In general practice, NHS England’s Additional Roles Reimbursement Scheme (ARRS) has been used to fully fund the appointment of PAs for several years, but it has only been partially opened up and expanded since the election to allow some of it to be used to employ qualified GPs.
The NHSE funding for Additional Roles staff comes with strings, requiring the PAs to deal with an undifferentiated caseload – which should properly be handled by a fully qualified GP, deciding which cases can safely be triaged to the care of a supervised PA.
The desperately inadequate funding of GP practices means that more and more are struggling financially and driven to employ PAs as a cheaper alternative. Meanwhile, 84 per cent of GPs seeking locum posts can’t find work and the public cries out for more GP appointments.
However, while doctors at all levels continue to sound the alarm over the inappropriate use of MAPs, there are also concerns that the skills and dedication of thousands of people who have sacrificed to gain their postgraduate qualification could be ignored. Some are stressing the useful work PAs do, some of whom have worked in the NHS for over 20 years.

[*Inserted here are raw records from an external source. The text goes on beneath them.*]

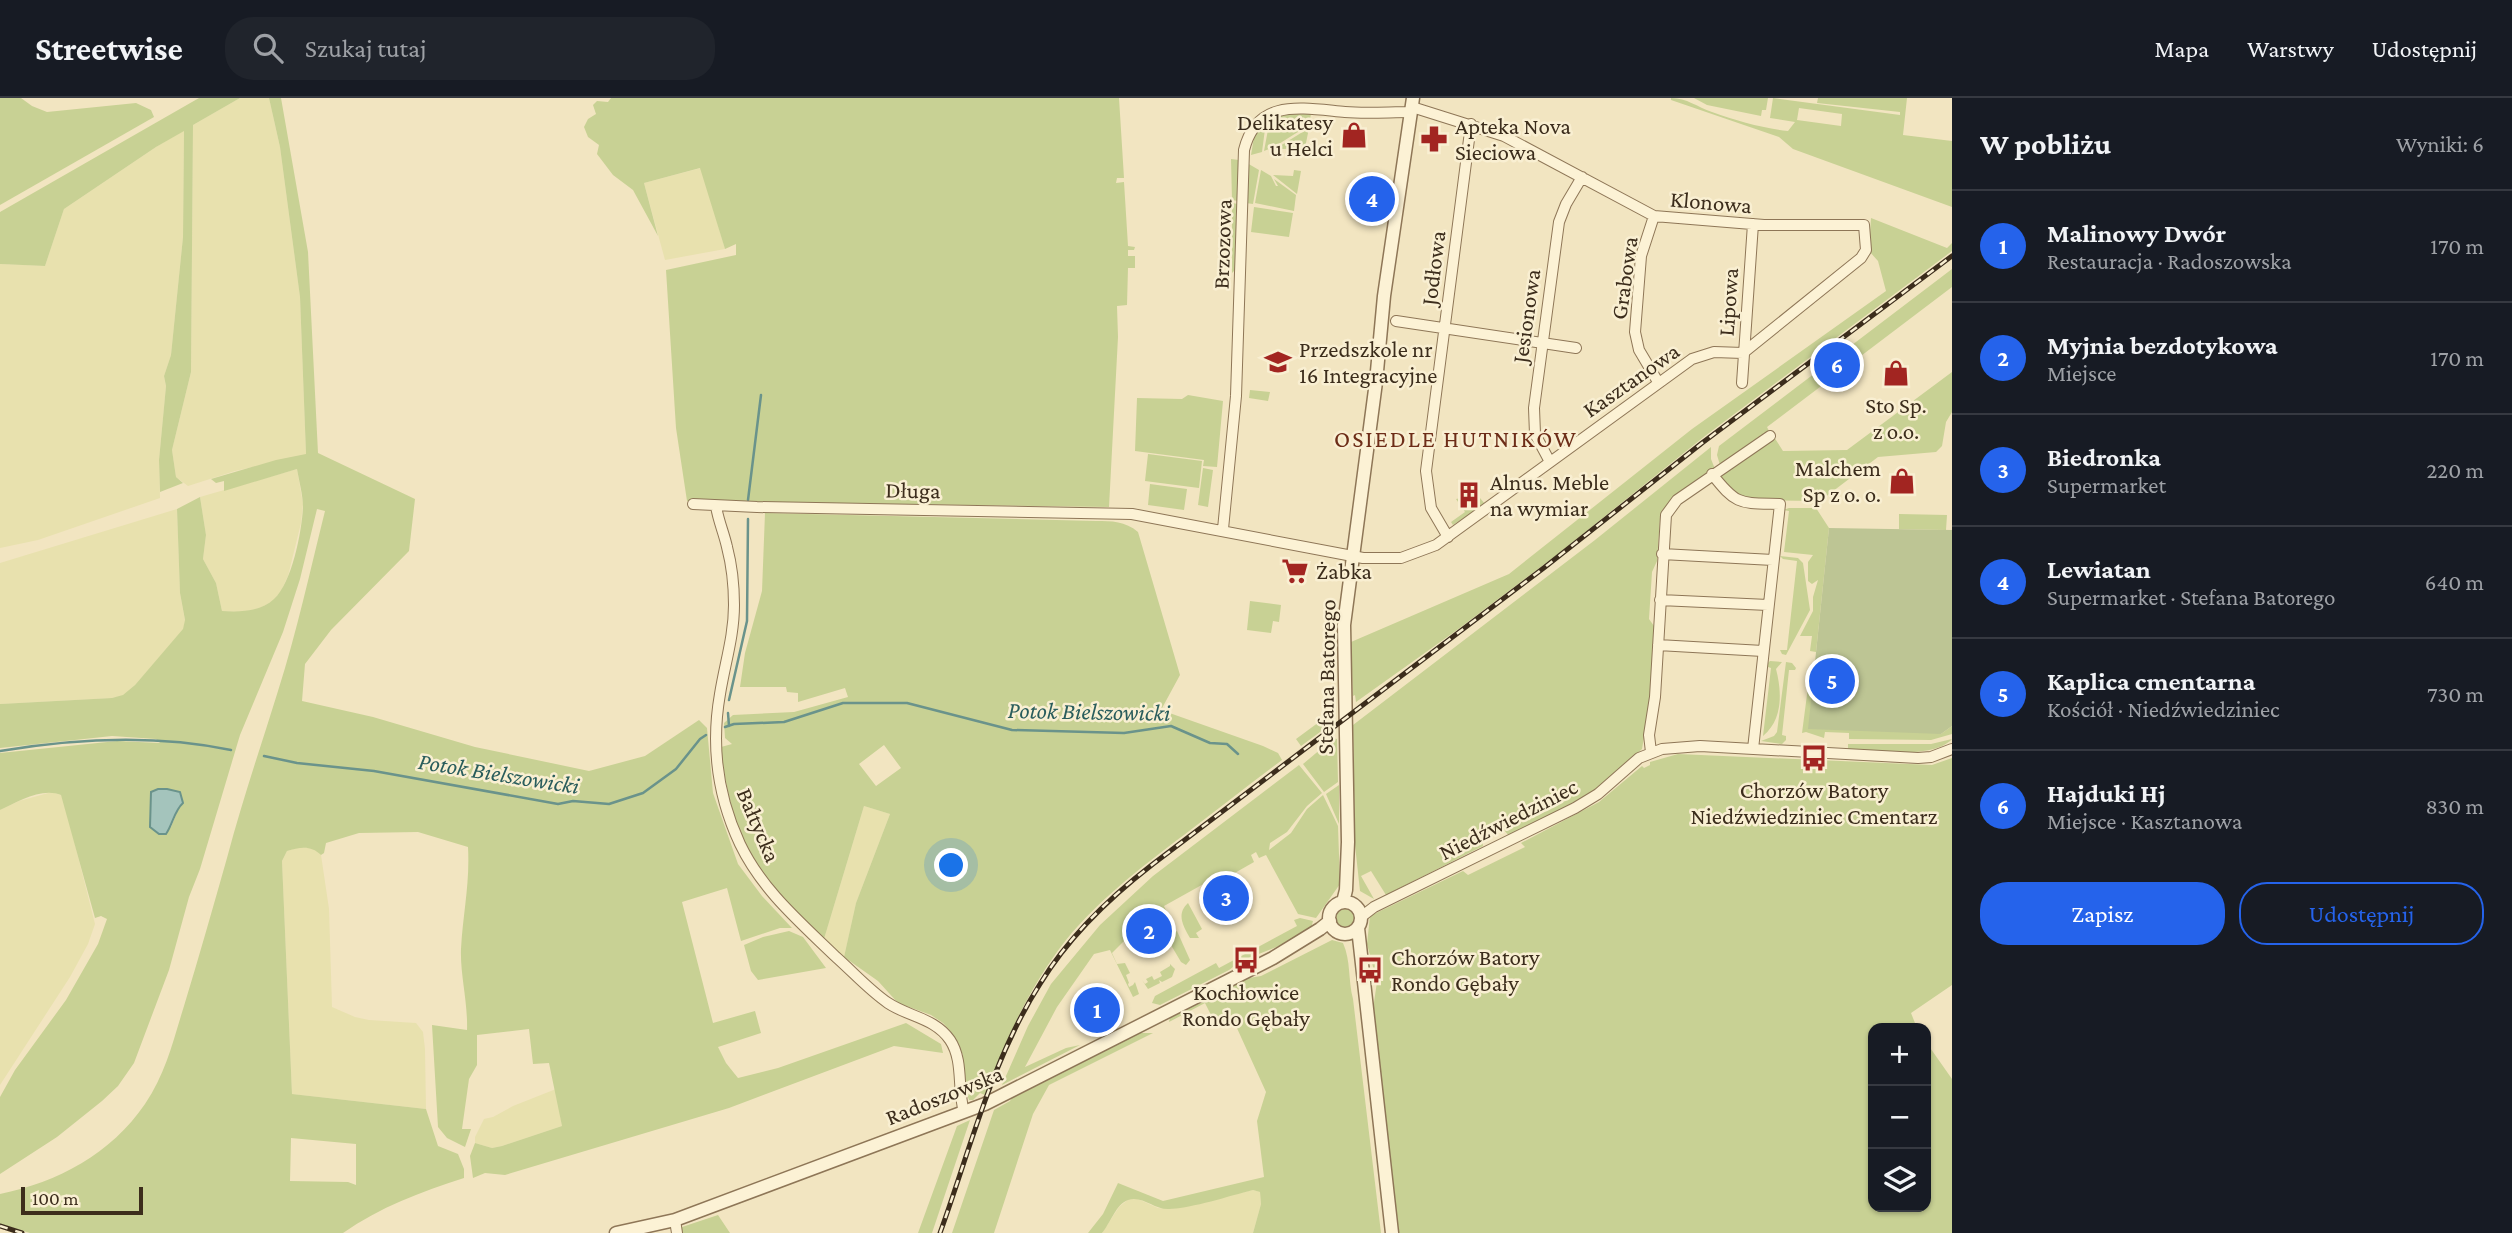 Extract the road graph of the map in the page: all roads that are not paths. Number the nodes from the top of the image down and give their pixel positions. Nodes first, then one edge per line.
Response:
1 (1412, 106) edge
2 (1471, 124) junction
3 (1583, 177) junction
4 (1654, 216) junction
5 (1753, 225) junction
6 (1396, 321) dead end
7 (1444, 328) junction
8 (1542, 343) junction
9 (1576, 348) dead end
10 (1743, 353) junction
11 (1658, 382) junction
12 (1742, 383) dead end
13 (1770, 436) dead end
14 (1550, 462) junction
15 (1713, 474) junction
16 (693, 504) dead end
17 (716, 506) junction
18 (1223, 529) junction
19 (1448, 537) junction
20 (1662, 554) junction
21 (1352, 557) junction
22 (1773, 560) junction
23 (1660, 600) junction
24 (1768, 605) junction
25 (1658, 645) junction
26 (1763, 651) junction
27 (1753, 749) junction
28 (1952, 749) edge
29 (1651, 752) junction
30 (1352, 918) junction
31 (1329, 920) junction
32 (1273, 958) junction
33 (964, 1112) junction
34 (676, 1226) edge
35 (616, 1233) edge
36 (1392, 1233) edge

1 - 2 street, Klonowa
1 - 18 street, Brzozowa
1 - 21 street, Stefana Batorego
2 - 3 street, Klonowa
2 - 7 street, Jodłowa
3 - 4 street, Klonowa
3 - 8 street, Jesionowa
4 - 5 street, Klonowa
4 - 11 street, Grabowa
5 - 10 street, Lipowa
5 - 10 street, Klonowa
6 - 7 street
7 - 8 street
7 - 19 street, Jodłowa
8 - 9 street
8 - 14 street, Jesionowa
10 - 11 street, Kasztanowa
10 - 12 street, Lipowa
11 - 14 street, Kasztanowa
13 - 15 street
14 - 19 street, Kasztanowa
15 - 20 street
15 - 22 street
16 - 17 street, Długa
17 - 18 street, Długa
17 - 33 street, Bałtycka
18 - 21 street
19 - 21 street, Kasztanowa
20 - 22 street
20 - 23 street
21 - 30 street, Stefana Batorego
22 - 24 street
23 - 24 street
23 - 25 street
24 - 26 street
25 - 26 street
25 - 29 street
26 - 27 street
27 - 28 street, Niedźwiedziniec
27 - 29 street, Niedźwiedziniec
29 - 30 street, Niedźwiedziniec
30 - 31 street
30 - 31 street, Radoszowska
30 - 32 street, Radoszowska
30 - 36 street, Stefana Batorego
31 - 32 street, Radoszowska
32 - 33 street, Radoszowska
33 - 34 street, Radoszowska
34 - 35 street, Radoszowska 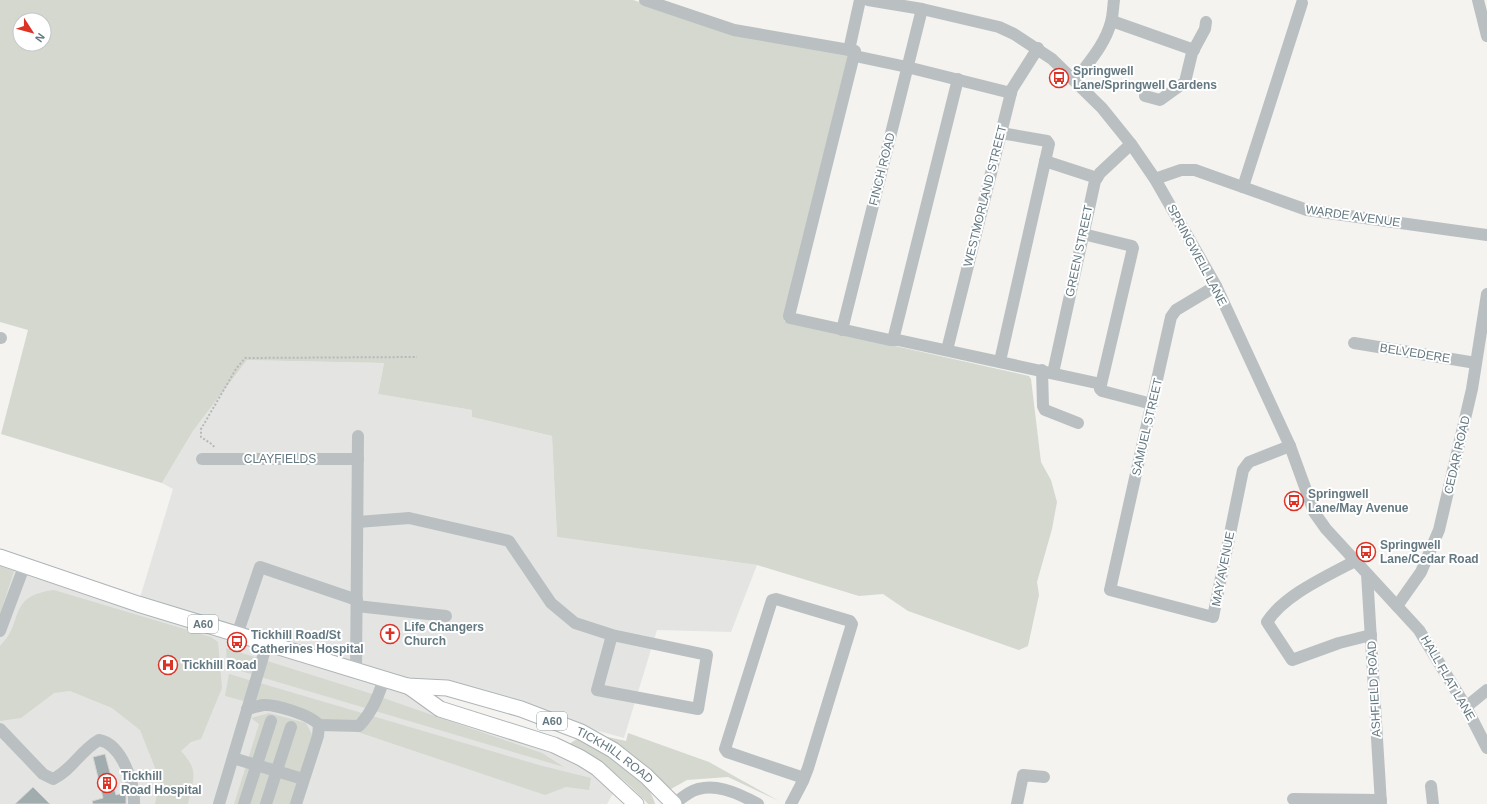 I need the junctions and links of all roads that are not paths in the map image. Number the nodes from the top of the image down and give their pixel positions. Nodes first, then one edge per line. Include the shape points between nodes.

Helen Fernandes, consultant neurosurgeon and chair of the Doctors Association, told MailOnline the concern was when the public “think they’re being seen by a doctor when they’re not,” but also expressed sympathy with PAs who work correctly within their proper level of training:
“I feel that they [PAs] have been mis-sold a degree, which is not really a master’s qualification. They’ve been mis-sold a career.
“It is a crying shame for both the NHS, patients and for the PAs themselves that the initial design of their role has morphed into something that’s become this unimaginable monster of inappropriate use of people who are well motivated and want to help in the care of patients but that are not qualified or trained to do so and never will be.”